La parole écarlate, L’Ensorcelée de Jules Barbey d’Aurevilly.
Chaperon, Danielle
Dans son roman L’Ensorcelée [1854], Barbey d’Aurevilly citerait en surabondance, jusqu’à saturation, la couleur rouge. C’est du moins l’impression de lecture, toute subjective, que laisse le roman, plus précisément celle d’un rougeoiement progressif de la diégèse. A l’analyse, il appert que de nombreux détails attirent l’attention du lecteur sur la couleur rouge, qui se voit exprimée progressivement par d’autre éléments, le feu et le sang. Les ramifications de la rougeur se révèlent complexes, le thème profondément enraciné dans l’imaginaire aurevillien, traduisant une vision précise de l’Histoire et de la métaphysique. La couleur est considérée comme un élément poétique (au sens bachelardien), ayant sa physique propre.
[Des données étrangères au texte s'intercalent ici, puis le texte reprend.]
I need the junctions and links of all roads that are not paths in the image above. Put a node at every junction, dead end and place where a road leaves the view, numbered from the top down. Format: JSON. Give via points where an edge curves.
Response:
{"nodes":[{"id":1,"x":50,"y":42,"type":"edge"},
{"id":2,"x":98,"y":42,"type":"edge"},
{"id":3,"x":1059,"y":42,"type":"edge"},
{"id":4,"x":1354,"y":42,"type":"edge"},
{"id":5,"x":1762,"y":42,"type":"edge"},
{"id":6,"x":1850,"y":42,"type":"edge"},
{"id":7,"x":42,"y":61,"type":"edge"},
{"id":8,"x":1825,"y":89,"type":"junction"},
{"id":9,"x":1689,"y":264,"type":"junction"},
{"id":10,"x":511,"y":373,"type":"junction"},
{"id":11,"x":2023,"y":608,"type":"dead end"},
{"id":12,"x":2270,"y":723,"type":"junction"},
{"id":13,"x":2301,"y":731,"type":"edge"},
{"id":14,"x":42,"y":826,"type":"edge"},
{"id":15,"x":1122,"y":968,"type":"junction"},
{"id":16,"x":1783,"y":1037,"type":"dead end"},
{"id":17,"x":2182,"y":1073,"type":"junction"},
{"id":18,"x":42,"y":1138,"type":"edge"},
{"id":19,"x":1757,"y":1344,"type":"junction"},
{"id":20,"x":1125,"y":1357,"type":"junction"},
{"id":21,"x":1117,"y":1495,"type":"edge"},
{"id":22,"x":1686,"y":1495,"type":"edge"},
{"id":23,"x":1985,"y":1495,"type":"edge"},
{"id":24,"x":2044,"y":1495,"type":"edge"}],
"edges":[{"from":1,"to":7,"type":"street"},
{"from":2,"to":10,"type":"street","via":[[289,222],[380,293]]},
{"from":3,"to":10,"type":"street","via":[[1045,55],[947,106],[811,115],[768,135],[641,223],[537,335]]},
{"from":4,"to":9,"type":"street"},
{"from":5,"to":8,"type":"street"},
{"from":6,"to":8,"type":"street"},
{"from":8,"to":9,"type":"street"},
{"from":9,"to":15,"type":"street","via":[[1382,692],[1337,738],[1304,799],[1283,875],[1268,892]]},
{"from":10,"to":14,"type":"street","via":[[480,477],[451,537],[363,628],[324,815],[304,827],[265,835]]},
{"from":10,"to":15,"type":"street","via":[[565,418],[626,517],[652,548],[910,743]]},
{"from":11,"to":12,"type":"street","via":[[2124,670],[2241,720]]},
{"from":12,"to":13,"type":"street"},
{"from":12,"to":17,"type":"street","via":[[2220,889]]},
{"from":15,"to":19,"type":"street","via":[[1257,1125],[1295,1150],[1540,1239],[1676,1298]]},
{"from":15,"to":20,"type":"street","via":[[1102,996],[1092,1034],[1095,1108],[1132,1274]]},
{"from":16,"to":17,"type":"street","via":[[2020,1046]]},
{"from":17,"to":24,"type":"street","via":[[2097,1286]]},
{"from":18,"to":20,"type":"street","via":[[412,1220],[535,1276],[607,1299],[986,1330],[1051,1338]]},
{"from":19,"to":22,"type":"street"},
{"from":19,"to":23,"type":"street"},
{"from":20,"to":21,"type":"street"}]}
C’est l’écheveau de songerie de la rougeur qui est démêlé, pour observer comment il sous-tend le récit et structure l’imaginaire de Barbey.
Maîtres et domestiques : rapports de force et de places dans les comédies de Molière.
Gollut, Jean-Daniel
La communication est le moyen par lequel les individus construisent entre eux des relations interpersonnelles. A cet égard, les échanges entre maîtres et domestiques occupent une place intéressante dans les comédies de Molière. La distance sociale qui sépare ces personnages est en effet linguistiquement marquée, les serviteurs devant se plier à des règles de politesse bien plus strictes et contraignantes que leurs supérieurs. Bien que les maîtres occupent théoriquement la place dominante en raison de leur naissance, il arrive que ce rapport de places devienne l’enjeu symbolique de l’interaction et qu’il soit modifié, donnant lieu à des situations inattendues et comiques. En effet, grâce à une maîtrise supérieure de la langue, le serviteur parvient parfois, grâce à des stratégies discursives, à se hisser à la position dominante de l’échange, prenant ainsi la place de son maître. Car au théâtre, « dire, c’est faire ». Mais, pour cela, les domestiques doivent exceller dans l’art de la communication et faire preuve d’ingéniosité et de tact dans le choix de leurs mots. Voilà ce que ce mémoire se propose de démontrer.